Seider, 18, is a strong skater who's praised for his ability to make plays under pressure. His offensive upside isn't huge, but he's a smart passer who has the makings of a top-four defenseman in the NHL. As for whether he'll become a top-pair guy, time will tell. He likely won't play for the Red Wings until at least the 2020-21 season. 

"We’re going to take it a step at a time," Yzerman said. "He’s here for our development camp starting (Tuesday) and we’ll get through that and kind of make sure he’s set up for a good summer of training and skating, and then bring him back in for our rookie tournament and into the main camp and then we’ll really decide from there. We have good options. We have all of the options actually."

When next season begins, the Wings can choose to send Seider to the AHL; to the OHL where his rights are owned by the Owen Sound; or back to Mannheim, his club team in Germany. 

"Mannheim is certainly a good option. I was pretty impressed with the program they run over there," said Yzerman. "It’s a men’s league, it’s an NHL-type operation, fantastic arena. Really good program and a really good team, so we'll figure it out as we go along." 

Detroit made 11 picks in the draft, including four in the first two rounds. They wound up with a tidy group of five forwards, five defensemen and a goalie. Yzerman said he was looking for prospects who are hard to play against, emphasizing skating ability, hockey IQ and competitiveness. 

"I'm not trying to build the '86 Red Wings. The game isn’t about fighting and what not, but I want competitive players and guys that have good hockey sense," he said. "You need to be able to skate or project them to improve their skating enough to play in the NHL, and then if they can be big guys on top of that, even better. Those are really the characteristics. And then ultimately you want good kids. That’s a little bit difficult to project. You know them a little bit and you do your homework on them, but kids can go a lot of different directions from the age of 18 to 23, 24, 25." 

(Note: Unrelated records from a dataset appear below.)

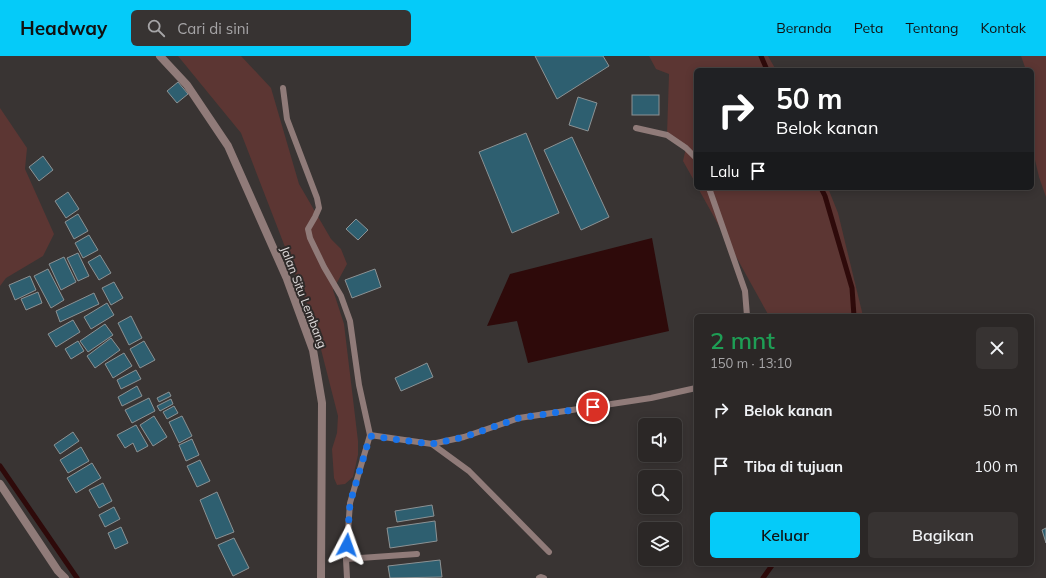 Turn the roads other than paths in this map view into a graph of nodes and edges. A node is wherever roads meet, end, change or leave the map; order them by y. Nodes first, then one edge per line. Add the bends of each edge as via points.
1 (160, 56) edge
2 (283, 88) dead end
3 (636, 128) dead end
4 (694, 156) edge
5 (710, 190) edge
6 (747, 314) edge
7 (694, 388) edge
8 (370, 436) junction
9 (432, 444) junction
10 (0, 484) edge
11 (549, 552) dead end
12 (416, 554) dead end
13 (346, 559) junction
14 (65, 578) edge
15 (321, 578) edge
16 (347, 578) edge
17 (539, 578) edge
18 (544, 578) edge

1 - 15 street, Jalan Situ Lembang via 187,85 228,146 287,279 313,350 322,403
2 - 8 lane via 287,119 319,208 308,229 310,238 341,296 350,321 359,385
3 - 4 lane via 667,135
5 - 6 lane via 745,291
7 - 9 lane via 651,398 519,418 464,437
8 - 9 lane
8 - 13 lane via 350,503
9 - 11 lane via 469,471
10 - 14 street
12 - 13 lane
13 - 16 lane
17 - 18 lane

In an interesting twist, the Red Wings didn't draft a player from the Canadian Hockey League for the first time since its inception in 1975. Yzerman said this was merely circumstantial, though the former GM of Team Canada did call upon the country's main feeder program to raise its game. Of the first 15 picks this year, just three came from the CHL, an unusually low number. 

"You mentioned (Bowen) Byram and (Kirby) Dach, we had interest in drafting those guys but they were selected ahead of us. And then early in the second round we had some Canadian kids tucked right behind the Finnish defenseman (Antti Tuomisto). Ultimately I don’t pay attention to where they’re from," Yzerman said. "We’re going to go with the best prospect that we think fits that pick. As it turned out, it’s ironic they weren’t out of the Canadian Hockey League.

"But I would say this. All over the United States is producing a lot of good hockey players, the USHL is generating a lot of good hockey players, and as you see what Finland is doing and even Sweden at all levels, there’s players coming from different parts of the world. It’s time for Canadian hockey to step it up a little bit. We have to do a better job of producing players."

In addition to his attempts to trade back in the first round, Yzerman explored the idea of moving up. In the end, there wasn't much interest from the team's directly ahead of Detroit. 

"I did talk with LA and Colorado, but they were both pretty comfortable in what they were doing," said Yzerman. "They didn’t indicate a real desire. Unless things went unexpectedly, they had guys they were going to be comfortable using their pick with, so that didn’t really look like an option. I'm not even sure it would have got it done unless I made the price so irresistible for them, and that didn’t make sense for us, because, again, I was more than happy at six to pick Mortiz Seider. We were very comfortable with that.

"The urge to trade up wasn’t as great as it was to potentially move back a spot or two and get the same player, but I couldn’t do that."